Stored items
..............................
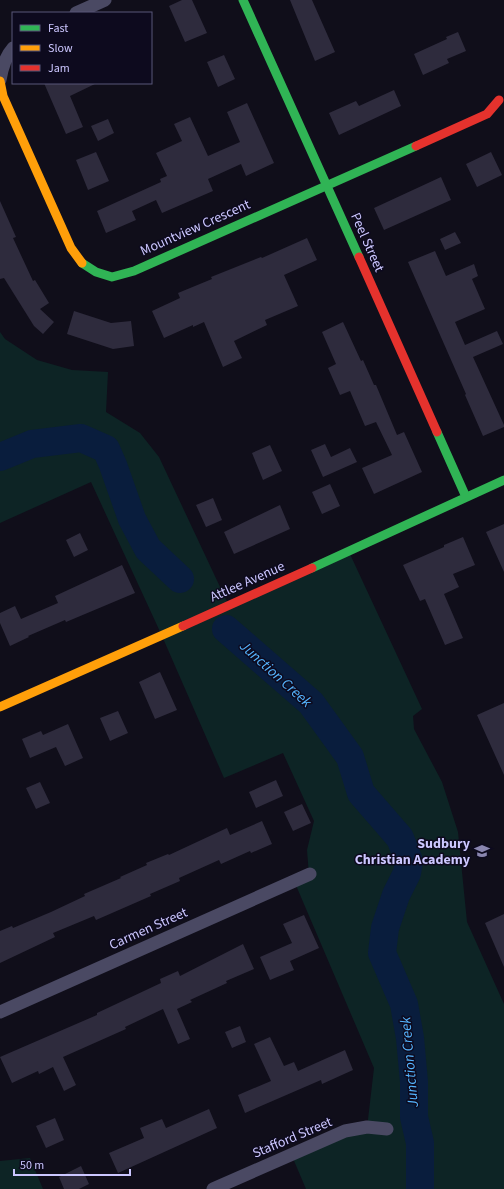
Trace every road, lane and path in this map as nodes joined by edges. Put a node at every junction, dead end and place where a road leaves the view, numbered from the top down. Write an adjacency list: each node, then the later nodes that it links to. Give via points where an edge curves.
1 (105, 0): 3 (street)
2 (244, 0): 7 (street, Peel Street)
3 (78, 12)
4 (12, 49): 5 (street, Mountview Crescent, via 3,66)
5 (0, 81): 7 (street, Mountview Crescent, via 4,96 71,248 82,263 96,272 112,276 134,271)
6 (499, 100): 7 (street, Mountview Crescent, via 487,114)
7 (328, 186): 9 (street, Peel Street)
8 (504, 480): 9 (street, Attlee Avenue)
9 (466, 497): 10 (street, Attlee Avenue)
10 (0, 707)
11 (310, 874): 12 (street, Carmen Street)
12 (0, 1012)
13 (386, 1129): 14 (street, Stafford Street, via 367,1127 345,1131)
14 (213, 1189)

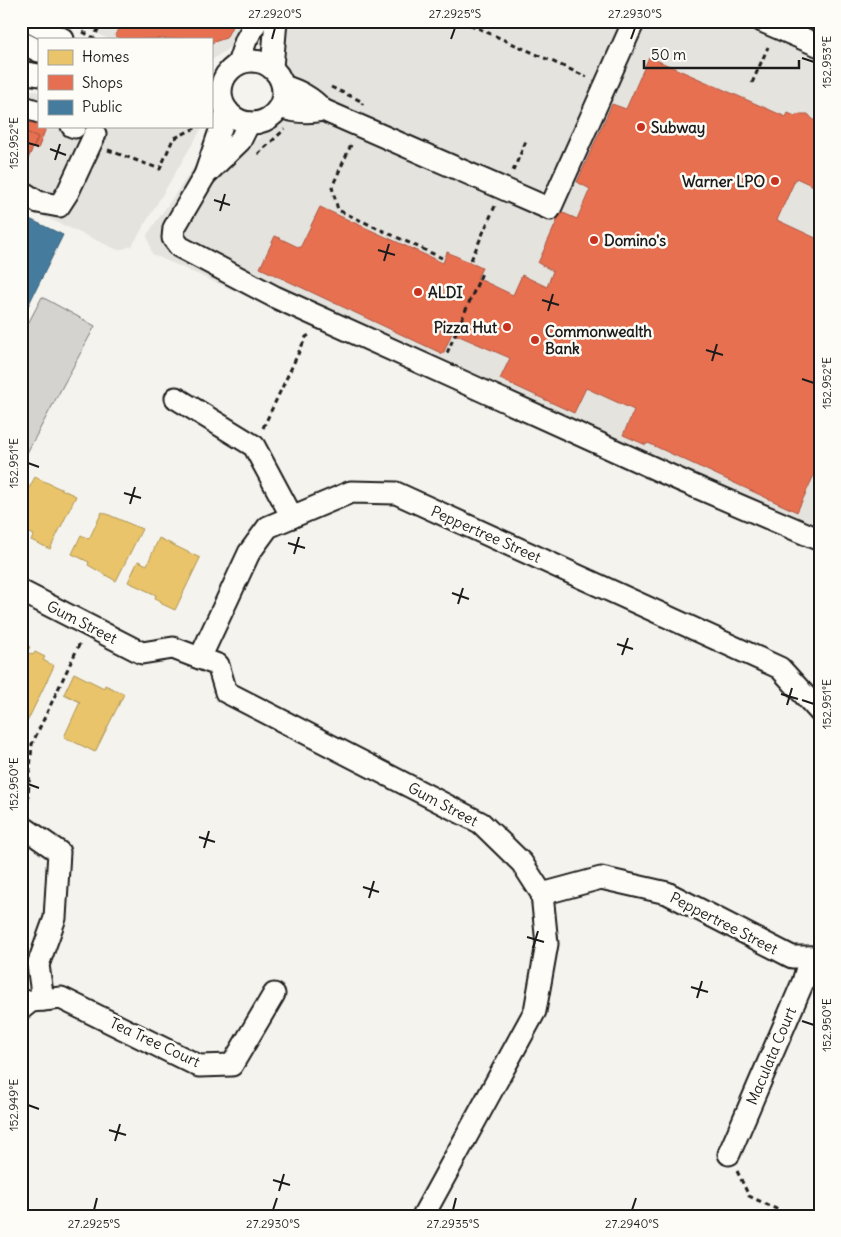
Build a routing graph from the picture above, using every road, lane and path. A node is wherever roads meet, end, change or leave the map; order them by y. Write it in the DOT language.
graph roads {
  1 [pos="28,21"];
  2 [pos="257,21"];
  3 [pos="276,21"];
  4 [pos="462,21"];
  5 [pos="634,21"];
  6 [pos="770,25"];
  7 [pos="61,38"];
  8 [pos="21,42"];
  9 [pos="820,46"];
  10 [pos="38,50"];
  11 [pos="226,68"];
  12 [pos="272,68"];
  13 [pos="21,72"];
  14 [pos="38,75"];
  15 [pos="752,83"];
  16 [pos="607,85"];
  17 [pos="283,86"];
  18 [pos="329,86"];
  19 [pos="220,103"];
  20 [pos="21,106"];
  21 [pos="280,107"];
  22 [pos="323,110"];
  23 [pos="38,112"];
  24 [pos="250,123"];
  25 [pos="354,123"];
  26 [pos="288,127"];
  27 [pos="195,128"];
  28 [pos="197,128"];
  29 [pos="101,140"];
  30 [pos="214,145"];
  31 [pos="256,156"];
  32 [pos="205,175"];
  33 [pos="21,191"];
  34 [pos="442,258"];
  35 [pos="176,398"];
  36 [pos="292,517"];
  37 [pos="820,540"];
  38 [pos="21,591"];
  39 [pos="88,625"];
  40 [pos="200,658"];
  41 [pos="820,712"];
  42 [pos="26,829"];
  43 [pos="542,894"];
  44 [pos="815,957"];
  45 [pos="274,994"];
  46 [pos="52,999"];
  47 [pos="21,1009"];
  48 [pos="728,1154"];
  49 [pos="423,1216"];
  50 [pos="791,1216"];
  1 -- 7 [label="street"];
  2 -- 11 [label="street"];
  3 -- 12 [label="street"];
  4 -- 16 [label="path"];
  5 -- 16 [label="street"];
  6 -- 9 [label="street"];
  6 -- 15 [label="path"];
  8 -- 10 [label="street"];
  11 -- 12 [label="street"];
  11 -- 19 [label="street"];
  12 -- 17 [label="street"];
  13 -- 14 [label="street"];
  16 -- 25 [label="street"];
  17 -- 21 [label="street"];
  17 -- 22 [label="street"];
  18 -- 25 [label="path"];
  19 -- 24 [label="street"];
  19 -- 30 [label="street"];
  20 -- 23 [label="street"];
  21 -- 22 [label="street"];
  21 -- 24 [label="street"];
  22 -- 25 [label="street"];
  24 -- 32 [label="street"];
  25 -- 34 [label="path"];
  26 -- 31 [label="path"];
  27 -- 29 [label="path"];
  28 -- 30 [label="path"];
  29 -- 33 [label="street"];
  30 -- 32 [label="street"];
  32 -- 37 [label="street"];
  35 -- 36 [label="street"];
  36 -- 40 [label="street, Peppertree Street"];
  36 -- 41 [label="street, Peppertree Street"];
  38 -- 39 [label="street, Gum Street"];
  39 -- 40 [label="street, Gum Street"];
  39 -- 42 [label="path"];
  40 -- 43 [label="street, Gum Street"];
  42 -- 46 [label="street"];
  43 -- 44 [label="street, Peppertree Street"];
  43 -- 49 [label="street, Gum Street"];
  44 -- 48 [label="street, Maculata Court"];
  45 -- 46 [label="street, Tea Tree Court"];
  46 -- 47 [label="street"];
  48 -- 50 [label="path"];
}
..............................
= TASK OBJECTIVE =
Reproduce each line above that contains "Write".

= EXPECTED ANSWER =
Trace every road, lane and path in this map as nodes joined by edges. Put a node at every junction, dead end and place where a road leaves the view, numbered from the top down. Write an adjacency list: each node, then the later nodes that it links to. Give via points where an edge curves.
Build a routing graph from the picture above, using every road, lane and path. A node is wherever roads meet, end, change or leave the map; order them by y. Write it in the DOT language.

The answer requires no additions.